*MATERIAL FOR THE TASK*:

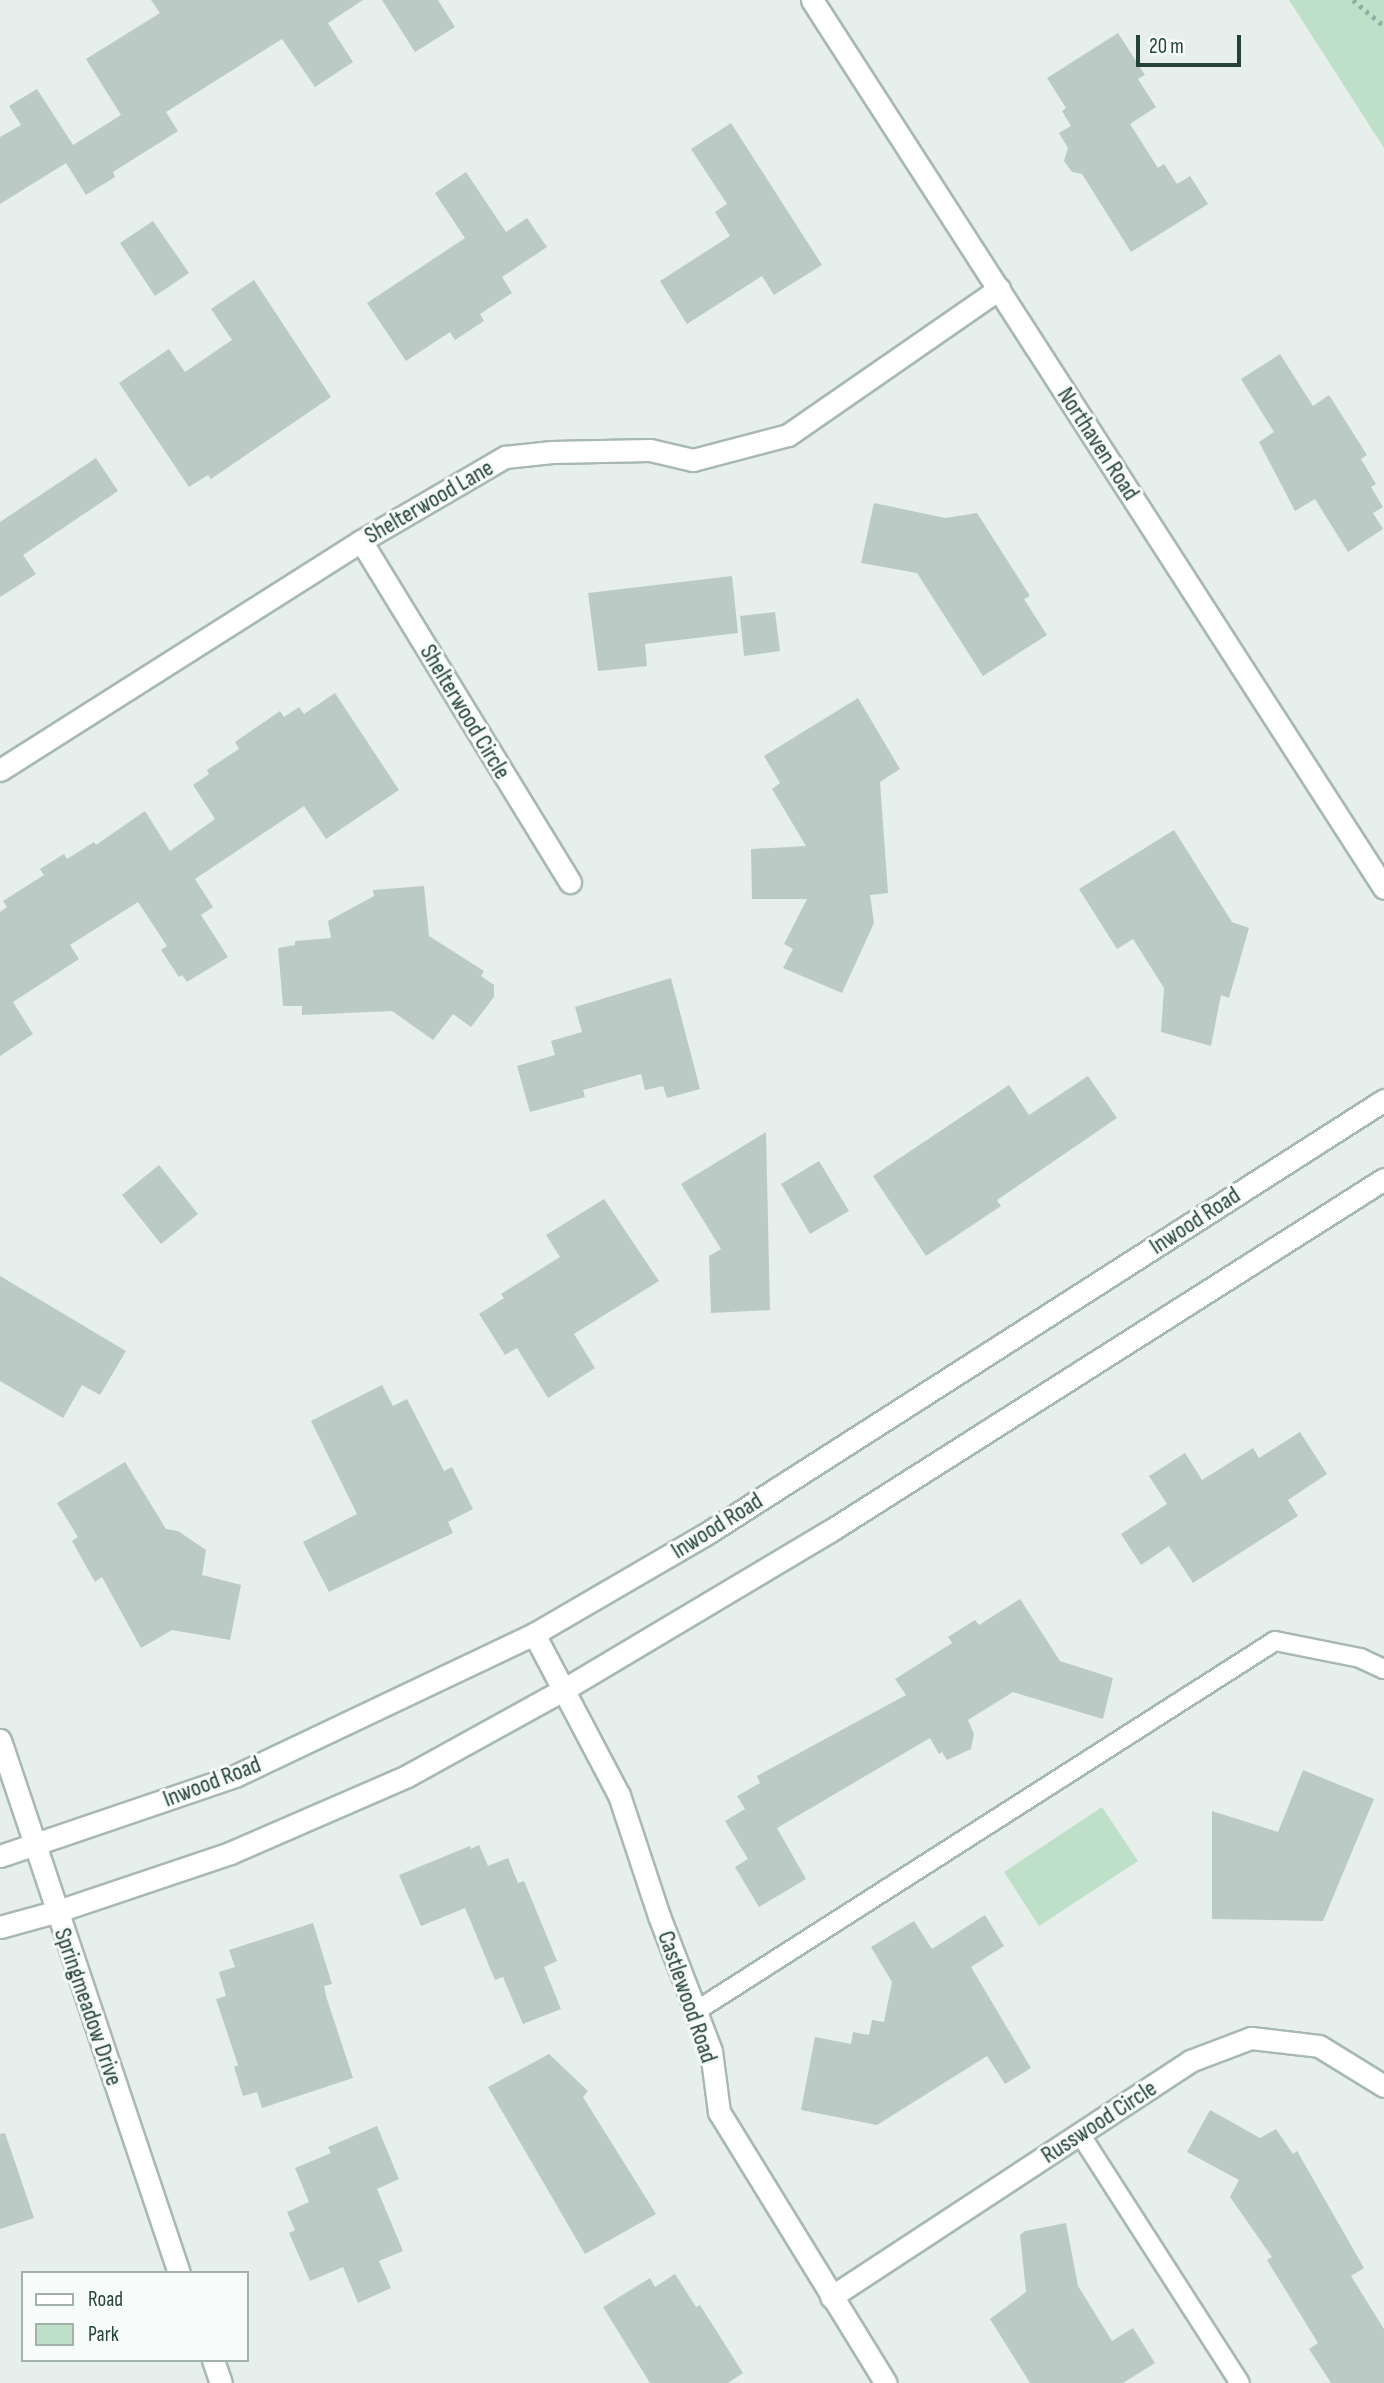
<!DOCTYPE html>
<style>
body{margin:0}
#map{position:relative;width:1384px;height:2383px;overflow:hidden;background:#e6efeb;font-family:"Sofia Sans Condensed",sans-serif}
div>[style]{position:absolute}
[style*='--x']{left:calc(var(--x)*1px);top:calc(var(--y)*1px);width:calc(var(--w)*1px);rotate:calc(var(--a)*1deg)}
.green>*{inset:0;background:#bfe0c8}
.building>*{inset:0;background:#bbcac4}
.path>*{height:4.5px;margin-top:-2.25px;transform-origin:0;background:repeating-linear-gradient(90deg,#86b3a5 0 3.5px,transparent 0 8.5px)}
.roads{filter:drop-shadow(2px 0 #a8b8b2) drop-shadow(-2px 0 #a8b8b2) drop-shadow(0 2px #a8b8b2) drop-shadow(0 -2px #a8b8b2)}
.service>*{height:18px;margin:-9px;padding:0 9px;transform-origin:9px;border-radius:9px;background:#fff}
.minor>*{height:21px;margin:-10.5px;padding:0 10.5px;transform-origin:10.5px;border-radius:10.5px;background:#fff}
.tertiary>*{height:21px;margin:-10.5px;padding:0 10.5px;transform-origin:10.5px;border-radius:10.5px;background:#fff}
.secondary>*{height:21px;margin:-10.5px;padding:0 10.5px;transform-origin:10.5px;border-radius:10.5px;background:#fff}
span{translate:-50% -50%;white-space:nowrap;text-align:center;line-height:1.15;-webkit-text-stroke:6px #f7fbf9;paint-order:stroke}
.street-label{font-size:24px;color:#24423a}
.legend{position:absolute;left:21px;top:2271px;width:228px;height:91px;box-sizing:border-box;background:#f7fbf9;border:2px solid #a3b1ad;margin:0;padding:9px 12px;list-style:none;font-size:21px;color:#24423a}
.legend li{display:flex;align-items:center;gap:14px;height:35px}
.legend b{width:35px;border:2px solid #a3b1ad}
.scale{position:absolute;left:1136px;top:35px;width:105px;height:32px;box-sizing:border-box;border:4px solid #24423a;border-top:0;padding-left:9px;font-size:21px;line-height:24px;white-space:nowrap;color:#24423a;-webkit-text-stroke:5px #f7fbf9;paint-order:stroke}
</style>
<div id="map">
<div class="green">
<i style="clip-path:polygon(1289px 0,1384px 0,1384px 148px)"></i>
<i style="clip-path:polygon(1102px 1807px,1138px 1861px,1039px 1926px,1004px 1872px)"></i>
</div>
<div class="building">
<i style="clip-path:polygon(151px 0,363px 0,328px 23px,353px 62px,315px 87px,282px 39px,166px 112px,178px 131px,113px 172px,115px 177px,86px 195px,66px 163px,0 204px,0 137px,21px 125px,9px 106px,37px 89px,73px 145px,121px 115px,86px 59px,160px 13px)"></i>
<i style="clip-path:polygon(382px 0,438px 0,455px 27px,415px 52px)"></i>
<i style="clip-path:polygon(1118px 33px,1145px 75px,1138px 79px,1156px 107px,1130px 124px,1158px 168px,1164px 164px,1177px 184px,1190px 176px,1208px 204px,1131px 252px,1082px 174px,1072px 172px,1064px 161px,1068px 148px,1059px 133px,1071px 126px,1062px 111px,1066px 108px,1047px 78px)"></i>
<i style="clip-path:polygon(731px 123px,822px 265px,774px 295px,762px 276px,687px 324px,660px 281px,730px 236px,715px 212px,727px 204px,691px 149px)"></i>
<i style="clip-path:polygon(466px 172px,506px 232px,527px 218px,547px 247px,502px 277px,512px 293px,480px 314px,484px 321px,455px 340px,450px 332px,406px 361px,367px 303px,465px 238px,435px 193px)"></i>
<i style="clip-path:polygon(153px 221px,189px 273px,155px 296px,120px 243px)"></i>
<i style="clip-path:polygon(254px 280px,331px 397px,211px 479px,208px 475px,189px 487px,119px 383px,169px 349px,185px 372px,232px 340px,211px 309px)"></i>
<i style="clip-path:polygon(1280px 354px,1313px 406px,1329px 395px,1367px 455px,1361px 459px,1376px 484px,1371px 487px,1383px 507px,1373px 513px,1383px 529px,1348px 552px,1315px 499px,1295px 511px,1259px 442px,1274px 432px,1241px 379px)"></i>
<i style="clip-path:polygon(96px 458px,118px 491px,23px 555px,36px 574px,0 597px,0 522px)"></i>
<i style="clip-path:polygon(874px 503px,945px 518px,977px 513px,1030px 596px,1024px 599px,1047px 635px,983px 676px,917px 573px,861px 563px)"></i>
<i style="clip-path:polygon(732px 576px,738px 633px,645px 644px,647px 666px,598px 671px,588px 593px)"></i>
<i style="clip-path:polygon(775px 612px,780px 651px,744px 656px,740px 616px)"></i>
<i style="clip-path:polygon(335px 693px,399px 790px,326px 839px,304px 806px,195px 879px,213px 907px,201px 915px,228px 957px,187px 982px,182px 975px,179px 977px,161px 950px,167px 946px,138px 902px,70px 945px,79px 959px,13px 1002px,33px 1034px,0 1056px,0 912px,7px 907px,3px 901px,44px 875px,40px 869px,64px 854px,67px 859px,94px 842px,96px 845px,145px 811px,170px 851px,215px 819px,193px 785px,209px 774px,207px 770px,239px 749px,235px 742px,280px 711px,284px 717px,299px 707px,304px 714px)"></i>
<i style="clip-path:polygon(858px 698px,900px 769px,880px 782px,888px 893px,870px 895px,874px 923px,842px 993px,783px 968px,793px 949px,784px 944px,807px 899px,752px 899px,751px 849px,806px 846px,772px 789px,780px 783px,764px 756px)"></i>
<i style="clip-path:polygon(1174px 830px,1232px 922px,1249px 928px,1229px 998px,1221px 995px,1211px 1046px,1161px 1032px,1164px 988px,1133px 939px,1117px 949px,1079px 889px)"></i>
<i style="clip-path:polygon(424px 886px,429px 936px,484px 971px,481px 976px,494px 985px,494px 997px,471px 1027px,453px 1014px,433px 1040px,392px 1011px,302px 1015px,302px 1006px,283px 1006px,278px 948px,295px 945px,295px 941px,331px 938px,328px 921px,374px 896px,373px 890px)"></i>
<i style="clip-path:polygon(671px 978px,700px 1089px,667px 1098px,663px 1086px,645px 1090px,641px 1074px,583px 1090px,585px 1097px,530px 1112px,517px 1066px,555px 1055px,551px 1041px,582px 1032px,575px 1007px)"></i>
<i style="clip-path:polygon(1088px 1076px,1117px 1118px,997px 1200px,1001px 1206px,926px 1256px,873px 1176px,1009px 1085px,1029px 1115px)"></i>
<i style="clip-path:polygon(766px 1132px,770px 1310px,711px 1313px,709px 1256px,721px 1249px,681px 1184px)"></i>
<i style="clip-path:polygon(819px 1161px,849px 1211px,810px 1234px,781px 1184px)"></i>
<i style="clip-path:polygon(159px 1165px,198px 1214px,161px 1244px,122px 1195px)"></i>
<i style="clip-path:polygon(604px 1199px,659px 1281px,574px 1334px,595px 1368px,548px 1398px,517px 1348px,505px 1355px,479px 1314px,504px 1298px,501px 1294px,560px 1257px,546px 1235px)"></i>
<i style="clip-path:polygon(0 1276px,126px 1351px,100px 1395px,82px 1385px,63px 1418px,0 1381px)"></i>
<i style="clip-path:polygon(382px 1385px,393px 1406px,407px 1399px,444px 1471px,452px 1467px,473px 1509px,448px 1522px,453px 1533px,329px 1592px,303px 1542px,357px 1514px,311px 1421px)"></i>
<i style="clip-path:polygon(1300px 1432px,1327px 1474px,1288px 1500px,1298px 1516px,1193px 1583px,1169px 1546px,1141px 1565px,1121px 1534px,1167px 1504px,1149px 1476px,1185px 1453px,1202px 1480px,1253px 1448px,1259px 1458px)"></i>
<i style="clip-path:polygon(125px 1462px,166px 1529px,178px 1531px,206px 1550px,202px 1575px,241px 1585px,230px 1640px,172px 1630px,141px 1648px,102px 1577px,95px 1582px,72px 1541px,78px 1537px,57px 1503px)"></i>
<i style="clip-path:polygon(1020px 1599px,1060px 1661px,1113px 1678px,1103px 1719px,1013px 1692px,968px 1720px,974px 1734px,971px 1749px,947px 1760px,942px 1752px,939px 1754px,930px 1738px,777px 1828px,806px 1879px,759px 1907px,735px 1867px,748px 1859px,725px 1821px,745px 1809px,737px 1796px,760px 1783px,757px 1776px,906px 1695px,895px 1679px,952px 1643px,948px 1637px,975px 1620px,979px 1625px)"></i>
<i style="clip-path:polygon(1303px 1770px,1374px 1799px,1323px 1921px,1212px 1919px,1212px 1811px,1278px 1832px)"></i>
<i style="clip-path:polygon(479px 1845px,488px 1866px,508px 1858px,518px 1883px,524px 1881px,557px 1961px,544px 1967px,561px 2009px,523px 2024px,503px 1977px,495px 1980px,465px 1908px,421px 1926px,399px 1875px,470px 1846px,471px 1849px)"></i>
<i style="clip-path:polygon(985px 1915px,1004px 1946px,971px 1967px,1031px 2068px,1005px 2084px,987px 2056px,877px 2125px,801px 2110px,815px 2037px,851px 2044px,853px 2032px,869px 2035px,872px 2020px,884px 2022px,892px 1982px,871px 1947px,914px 1921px,932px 1949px)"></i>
<i style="clip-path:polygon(313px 1923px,332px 1984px,324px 1986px,326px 1996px,353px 2078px,262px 2108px,257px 2092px,243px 2096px,234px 2067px,238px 2065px,216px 1999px,226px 1996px,219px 1972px,235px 1967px,229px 1950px)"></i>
<i style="clip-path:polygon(549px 2054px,588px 2091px,583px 2097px,656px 2214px,585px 2254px,488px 2087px)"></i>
<i style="clip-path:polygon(1210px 2110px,1260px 2138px,1276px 2129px,1293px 2154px,1297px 2151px,1364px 2268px,1351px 2276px,1384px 2329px,1384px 2383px,1331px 2383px,1309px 2349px,1318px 2343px,1267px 2260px,1272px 2257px,1230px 2197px,1239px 2180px,1187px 2152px)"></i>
<i style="clip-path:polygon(377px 2126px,399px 2179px,377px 2189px,403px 2251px,379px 2261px,391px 2288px,358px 2303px,343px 2267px,310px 2281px,289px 2233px,295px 2230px,287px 2212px,309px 2202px,295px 2168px,331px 2153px,328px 2147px)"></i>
<i style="clip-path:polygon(5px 2133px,34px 2218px,0 2229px,0 2134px)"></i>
<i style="clip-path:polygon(1066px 2223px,1078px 2286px,1112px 2341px,1133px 2328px,1155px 2363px,1123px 2383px,1030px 2383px,990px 2319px,1026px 2292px,1020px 2235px,1025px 2231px)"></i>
<i style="clip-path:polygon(675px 2274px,696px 2307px,700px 2305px,743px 2373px,728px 2383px,650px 2383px,603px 2307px,650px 2278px,655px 2287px)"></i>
</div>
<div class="path">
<i style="--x:1353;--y:0;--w:40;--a:40"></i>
</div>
<div class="roads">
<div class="service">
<i style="--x:696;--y:2011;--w:687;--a:-32.58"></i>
<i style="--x:1275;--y:1641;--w:87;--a:11.3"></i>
<i style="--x:1360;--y:1658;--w:26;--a:25"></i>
<i style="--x:1080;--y:2134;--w:296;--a:57.3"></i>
</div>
<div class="minor">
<i style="--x:361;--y:541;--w:400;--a:58.5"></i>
<i style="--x:0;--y:770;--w:428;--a:-32.4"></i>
<i style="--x:361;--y:541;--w:167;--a:-30.3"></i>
<i style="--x:505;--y:457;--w:47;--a:-6.1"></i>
<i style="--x:552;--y:452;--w:98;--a:-1.2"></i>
<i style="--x:650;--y:450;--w:44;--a:13.1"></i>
<i style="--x:693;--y:460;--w:98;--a:-14.7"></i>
<i style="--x:788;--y:435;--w:257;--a:-34.7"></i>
<i style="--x:534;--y:1634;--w:182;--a:62.2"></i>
<i style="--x:619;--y:1795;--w:127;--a:71.7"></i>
<i style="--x:659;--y:1916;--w:145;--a:68.9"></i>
<i style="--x:711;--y:2051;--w:62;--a:82.5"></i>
<i style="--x:719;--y:2112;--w:318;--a:58.4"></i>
<i style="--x:0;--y:1740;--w:562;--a:71.44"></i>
<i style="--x:831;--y:2297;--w:430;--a:-33.3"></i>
<i style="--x:1190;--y:2061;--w:65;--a:-20.7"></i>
<i style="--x:1251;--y:2038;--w:68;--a:6.7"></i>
<i style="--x:1319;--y:2046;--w:76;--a:31.6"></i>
<i style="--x:213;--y:2360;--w:24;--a:71"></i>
</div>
<div class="tertiary">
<i style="--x:812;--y:0;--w:1056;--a:57.21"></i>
</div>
<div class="secondary">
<i style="--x:0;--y:1856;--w:248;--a:-18.8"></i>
<i style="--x:235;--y:1776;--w:331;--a:-25.4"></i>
<i style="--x:534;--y:1634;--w:199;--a:-30.2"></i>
<i style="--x:706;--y:1534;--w:805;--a:-32.62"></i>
<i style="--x:0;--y:1927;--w:57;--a:-15.3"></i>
<i style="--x:55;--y:1912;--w:185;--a:-18.6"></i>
<i style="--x:230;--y:1853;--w:193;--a:-23.5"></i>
<i style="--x:407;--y:1776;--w:178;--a:-28.9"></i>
<i style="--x:563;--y:1690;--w:311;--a:-30.8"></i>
<i style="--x:830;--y:1531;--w:656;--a:-32.43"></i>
</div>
</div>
<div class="street-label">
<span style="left:1098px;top:444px;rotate:57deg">Northaven Road</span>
<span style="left:429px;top:502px;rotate:-30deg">Shelterwood Lane</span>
<span style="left:465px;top:712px;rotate:59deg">Shelterwood Circle</span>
<span style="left:1195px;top:1221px;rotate:-33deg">Inwood Road</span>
<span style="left:717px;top:1526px;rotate:-32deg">Inwood Road</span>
<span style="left:212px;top:1782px;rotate:-21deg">Inwood Road</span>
<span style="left:687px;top:1997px;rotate:71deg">Castlewood Road</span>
<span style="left:88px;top:2007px;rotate:71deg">Springmeadow Drive</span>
<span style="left:1099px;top:2122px;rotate:-33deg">Russwood Circle</span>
</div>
<ul class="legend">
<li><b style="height:9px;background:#fff"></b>Road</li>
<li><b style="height:19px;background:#bfe0c8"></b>Park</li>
</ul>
<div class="scale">20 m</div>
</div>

*PROBLEM DESCRIPTION*: Only the lines from the start of the material to the line with "0 #a8b8b2) drop-shadow(-2px", inclusive, belong in the answer, printed exactly and free of pictures.

*RESULT BELOW*:
<!DOCTYPE html>
<style>
body{margin:0}
#map{position:relative;width:1384px;height:2383px;overflow:hidden;background:#e6efeb;font-family:"Sofia Sans Condensed",sans-serif}
div>[style]{position:absolute}
[style*='--x']{left:calc(var(--x)*1px);top:calc(var(--y)*1px);width:calc(var(--w)*1px);rotate:calc(var(--a)*1deg)}
.green>*{inset:0;background:#bfe0c8}
.building>*{inset:0;background:#bbcac4}
.path>*{height:4.5px;margin-top:-2.25px;transform-origin:0;background:repeating-linear-gradient(90deg,#86b3a5 0 3.5px,transparent 0 8.5px)}
.roads{filter:drop-shadow(2px 0 #a8b8b2) drop-shadow(-2px 0 #a8b8b2) drop-shadow(0 2px #a8b8b2) drop-shadow(0 -2px #a8b8b2)}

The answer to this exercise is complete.